Sostengo da anni che l’“autonomia” ha avuto la prevalenza sull’”indipendenza”!
Cricenti in una intervista riconosce che la magistratura è intervenuta nell’attività pubblica… e ha “imposto” il diritto quale forma ufficiale dell’etica pubblica”. Frase non proprio trasparente ma che vuol significare che la magistratura vuole avere una funzione etica capace di far vincere il bene sul male.
Come detto all’inizio vi sono due altri quesiti per i quali faccio brevi accenni con riserva di ritornare più diffusamente sull’argomento.
Il secondo quesito che è l’istituzione dell’Alta Corte di Giustizia convince nella sua formulazione… perché la giustizia domestica, finora esercitata dallo stesso Csm, non è più credibile anche nelle altre istituzioni compreso il Parlamento.
C’è poi il terzo quesito che desta tante perplessità che riguarda il “sorteggio” dei magistrati per il Csm.
È stato detto che il sorteggio è “contro la ragione” e in verità è così. Un organo costituzionale che rappresenta i magistrati non può essere sorteggiato perché viene meno il rapporto trasparente; la rappresentanza che certo non è politica sarà di garanzia come dice Barbera, sarà di autogoverno ma non può essere adottato per un organo costituzionale!
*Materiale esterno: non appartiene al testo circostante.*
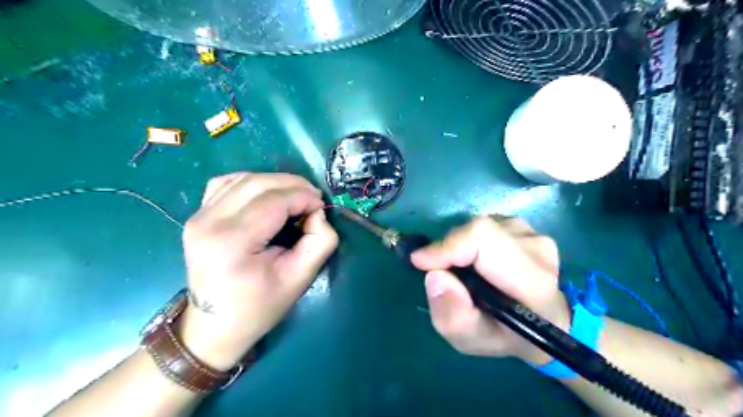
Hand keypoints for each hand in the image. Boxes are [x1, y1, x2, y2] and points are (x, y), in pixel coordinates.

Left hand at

È uno sgorbio istituzionale che vede i magistrati contrari io credo e spero non perché temono la fine delle correnti, ma perché temono giustamente che il Csm si snaturi del suo ruolo e del suo significato istituzionale
D’altra parte, pensare che il sorteggio risolva il problema delle correnti è per me un mistero. Le correnti saranno ancora più agguerrite e meno “ideologiche”!!
In un organo collegiale, le soluzioni si trovano con un confronto che porta a una soluzione di compromesso che se di alto livello è ben accetta, se è di basso livello è meschino e pericoloso.
Avendo seguito negli anni i lavori e le decisioni del Csm posso dire che essendo le “correnti” scadute sul piano ideologico, sul piano dei contenuti, le scelte sono state meramente correntizie. O le correnti, che ci saranno sempre, come nei partiti, avranno un livello culturale e quindi le soluzioni saranno di livello, oppure, se le correnti saranno personalistiche, le soluzioni saranno mediocri. Il sorteggio avvilisce la funzione!
Per quanto mi riguarda, su i tre quesiti è necessario una scelta se due quesiti sono positivi il sì ha la prevalenza, ma bisognerà evitare questo equivoco con una modifica della legge!